Copy out, from the data below, each line in which the word "Ivan" occurs.

Exercise input -
────

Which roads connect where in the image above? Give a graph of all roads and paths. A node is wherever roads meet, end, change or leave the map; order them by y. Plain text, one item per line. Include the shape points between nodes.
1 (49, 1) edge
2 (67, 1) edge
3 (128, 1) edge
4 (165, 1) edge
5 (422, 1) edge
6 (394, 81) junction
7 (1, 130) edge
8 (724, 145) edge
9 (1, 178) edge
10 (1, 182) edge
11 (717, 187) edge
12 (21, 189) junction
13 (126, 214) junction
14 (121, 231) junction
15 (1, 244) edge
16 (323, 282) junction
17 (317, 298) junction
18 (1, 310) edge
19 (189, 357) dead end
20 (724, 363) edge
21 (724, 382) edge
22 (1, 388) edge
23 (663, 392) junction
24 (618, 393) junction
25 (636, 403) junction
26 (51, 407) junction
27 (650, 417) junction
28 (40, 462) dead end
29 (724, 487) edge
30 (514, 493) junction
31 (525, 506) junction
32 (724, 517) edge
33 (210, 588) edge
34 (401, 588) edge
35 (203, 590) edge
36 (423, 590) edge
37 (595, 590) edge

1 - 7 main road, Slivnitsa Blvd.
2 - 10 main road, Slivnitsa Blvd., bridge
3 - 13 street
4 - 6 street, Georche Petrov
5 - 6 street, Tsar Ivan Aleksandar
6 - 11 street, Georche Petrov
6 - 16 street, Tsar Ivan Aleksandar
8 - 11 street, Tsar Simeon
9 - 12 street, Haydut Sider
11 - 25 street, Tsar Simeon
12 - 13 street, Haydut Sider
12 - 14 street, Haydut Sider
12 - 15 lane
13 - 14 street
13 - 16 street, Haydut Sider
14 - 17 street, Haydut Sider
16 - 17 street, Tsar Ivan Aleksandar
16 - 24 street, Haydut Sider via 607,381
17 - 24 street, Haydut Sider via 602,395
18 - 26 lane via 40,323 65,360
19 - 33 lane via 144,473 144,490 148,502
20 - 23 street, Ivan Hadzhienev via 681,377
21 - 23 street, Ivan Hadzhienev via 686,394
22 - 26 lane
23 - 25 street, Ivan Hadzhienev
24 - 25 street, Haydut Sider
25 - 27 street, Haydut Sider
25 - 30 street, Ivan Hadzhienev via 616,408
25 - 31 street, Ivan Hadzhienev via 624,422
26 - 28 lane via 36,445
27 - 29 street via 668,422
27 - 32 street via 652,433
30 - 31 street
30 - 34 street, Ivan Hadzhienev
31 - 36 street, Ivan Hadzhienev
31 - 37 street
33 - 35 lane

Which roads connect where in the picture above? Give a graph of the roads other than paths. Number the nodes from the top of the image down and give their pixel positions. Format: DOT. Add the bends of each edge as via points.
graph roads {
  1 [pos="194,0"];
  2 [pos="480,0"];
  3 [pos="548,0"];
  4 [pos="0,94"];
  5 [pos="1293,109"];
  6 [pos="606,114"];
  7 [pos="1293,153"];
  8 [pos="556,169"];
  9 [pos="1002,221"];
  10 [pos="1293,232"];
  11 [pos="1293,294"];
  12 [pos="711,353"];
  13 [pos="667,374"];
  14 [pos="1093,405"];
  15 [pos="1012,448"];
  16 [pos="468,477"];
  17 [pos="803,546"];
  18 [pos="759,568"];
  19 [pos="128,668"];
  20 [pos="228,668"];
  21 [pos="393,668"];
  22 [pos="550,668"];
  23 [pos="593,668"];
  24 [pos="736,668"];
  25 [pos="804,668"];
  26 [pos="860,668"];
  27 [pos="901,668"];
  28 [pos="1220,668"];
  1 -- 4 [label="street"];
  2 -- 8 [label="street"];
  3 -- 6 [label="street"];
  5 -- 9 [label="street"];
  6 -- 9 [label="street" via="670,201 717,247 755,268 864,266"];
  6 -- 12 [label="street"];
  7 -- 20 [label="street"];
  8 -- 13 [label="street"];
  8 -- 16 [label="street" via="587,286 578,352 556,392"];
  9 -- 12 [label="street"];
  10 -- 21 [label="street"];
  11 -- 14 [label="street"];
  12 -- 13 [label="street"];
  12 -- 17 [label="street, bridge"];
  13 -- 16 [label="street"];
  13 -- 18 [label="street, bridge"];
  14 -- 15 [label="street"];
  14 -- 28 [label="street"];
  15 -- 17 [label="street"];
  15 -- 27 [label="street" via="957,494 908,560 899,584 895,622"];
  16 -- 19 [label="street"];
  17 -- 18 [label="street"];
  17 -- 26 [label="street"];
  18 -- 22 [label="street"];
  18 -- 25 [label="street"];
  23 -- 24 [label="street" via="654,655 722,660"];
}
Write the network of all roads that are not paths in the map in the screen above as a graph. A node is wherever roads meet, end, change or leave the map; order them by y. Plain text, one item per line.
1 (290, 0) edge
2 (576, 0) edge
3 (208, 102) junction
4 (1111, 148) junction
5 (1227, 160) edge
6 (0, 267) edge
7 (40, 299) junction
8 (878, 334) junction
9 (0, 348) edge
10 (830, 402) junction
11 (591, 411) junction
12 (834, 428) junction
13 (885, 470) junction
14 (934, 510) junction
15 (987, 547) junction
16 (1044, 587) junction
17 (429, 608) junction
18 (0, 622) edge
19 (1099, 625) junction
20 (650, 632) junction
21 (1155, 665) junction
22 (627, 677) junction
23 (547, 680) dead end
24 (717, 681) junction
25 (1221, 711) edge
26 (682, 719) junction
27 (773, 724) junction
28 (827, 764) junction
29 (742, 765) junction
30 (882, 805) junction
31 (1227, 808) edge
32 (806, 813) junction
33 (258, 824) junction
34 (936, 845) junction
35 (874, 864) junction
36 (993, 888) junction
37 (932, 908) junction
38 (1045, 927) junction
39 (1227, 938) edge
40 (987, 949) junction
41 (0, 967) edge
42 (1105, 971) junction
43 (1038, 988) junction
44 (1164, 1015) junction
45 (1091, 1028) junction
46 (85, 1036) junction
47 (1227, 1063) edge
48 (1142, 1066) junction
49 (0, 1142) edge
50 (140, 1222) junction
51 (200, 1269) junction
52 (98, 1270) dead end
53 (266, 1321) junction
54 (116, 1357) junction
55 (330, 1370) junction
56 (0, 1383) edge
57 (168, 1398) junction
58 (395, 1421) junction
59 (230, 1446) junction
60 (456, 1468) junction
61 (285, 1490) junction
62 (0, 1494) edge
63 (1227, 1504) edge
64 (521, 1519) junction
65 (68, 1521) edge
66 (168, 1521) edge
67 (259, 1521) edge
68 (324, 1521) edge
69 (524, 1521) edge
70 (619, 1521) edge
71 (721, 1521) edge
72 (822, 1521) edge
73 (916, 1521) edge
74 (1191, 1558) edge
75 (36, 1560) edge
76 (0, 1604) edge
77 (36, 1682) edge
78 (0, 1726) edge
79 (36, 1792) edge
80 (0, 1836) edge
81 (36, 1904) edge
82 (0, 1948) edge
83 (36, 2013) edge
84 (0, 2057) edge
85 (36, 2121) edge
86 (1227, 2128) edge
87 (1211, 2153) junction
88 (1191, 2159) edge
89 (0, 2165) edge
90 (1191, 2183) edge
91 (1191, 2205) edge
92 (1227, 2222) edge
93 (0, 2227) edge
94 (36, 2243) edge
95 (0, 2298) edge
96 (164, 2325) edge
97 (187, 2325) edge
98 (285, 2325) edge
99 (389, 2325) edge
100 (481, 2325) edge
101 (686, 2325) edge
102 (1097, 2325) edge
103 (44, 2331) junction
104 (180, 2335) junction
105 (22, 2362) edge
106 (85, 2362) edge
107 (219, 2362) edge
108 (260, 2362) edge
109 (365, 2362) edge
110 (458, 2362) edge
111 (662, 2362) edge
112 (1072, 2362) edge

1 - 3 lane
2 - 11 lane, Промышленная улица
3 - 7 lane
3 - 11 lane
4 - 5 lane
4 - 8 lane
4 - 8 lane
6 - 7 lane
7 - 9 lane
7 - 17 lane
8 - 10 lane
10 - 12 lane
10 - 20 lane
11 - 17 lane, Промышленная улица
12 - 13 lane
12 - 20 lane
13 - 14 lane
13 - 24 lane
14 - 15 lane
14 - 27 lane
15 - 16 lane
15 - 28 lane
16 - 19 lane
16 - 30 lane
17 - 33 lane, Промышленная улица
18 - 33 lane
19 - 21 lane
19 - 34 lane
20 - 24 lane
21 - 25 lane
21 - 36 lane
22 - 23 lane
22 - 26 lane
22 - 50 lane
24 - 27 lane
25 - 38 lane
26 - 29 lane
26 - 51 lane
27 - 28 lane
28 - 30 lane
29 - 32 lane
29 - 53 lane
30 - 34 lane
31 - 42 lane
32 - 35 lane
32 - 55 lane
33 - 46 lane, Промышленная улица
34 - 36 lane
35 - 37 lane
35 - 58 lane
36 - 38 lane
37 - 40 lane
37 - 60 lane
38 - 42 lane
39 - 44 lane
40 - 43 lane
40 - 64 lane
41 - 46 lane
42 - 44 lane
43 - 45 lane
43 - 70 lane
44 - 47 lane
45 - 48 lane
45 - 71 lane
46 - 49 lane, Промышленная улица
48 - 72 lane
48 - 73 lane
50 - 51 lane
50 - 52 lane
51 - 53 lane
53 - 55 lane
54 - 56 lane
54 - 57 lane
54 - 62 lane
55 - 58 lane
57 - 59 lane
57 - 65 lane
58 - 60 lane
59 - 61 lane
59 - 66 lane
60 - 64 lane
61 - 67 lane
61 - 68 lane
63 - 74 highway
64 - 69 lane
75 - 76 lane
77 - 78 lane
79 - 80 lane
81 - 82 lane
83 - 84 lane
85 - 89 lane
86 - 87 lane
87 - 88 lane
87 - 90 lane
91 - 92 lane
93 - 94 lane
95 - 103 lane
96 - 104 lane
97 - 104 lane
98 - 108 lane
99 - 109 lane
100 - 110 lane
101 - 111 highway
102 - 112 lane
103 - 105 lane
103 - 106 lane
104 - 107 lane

────

Answer below -
5 - 6 street, Tsar Ivan Aleksandar
6 - 16 street, Tsar Ivan Aleksandar
16 - 17 street, Tsar Ivan Aleksandar
20 - 23 street, Ivan Hadzhienev via 681,377
21 - 23 street, Ivan Hadzhienev via 686,394
23 - 25 street, Ivan Hadzhienev
25 - 30 street, Ivan Hadzhienev via 616,408
25 - 31 street, Ivan Hadzhienev via 624,422
30 - 34 street, Ivan Hadzhienev
31 - 36 street, Ivan Hadzhienev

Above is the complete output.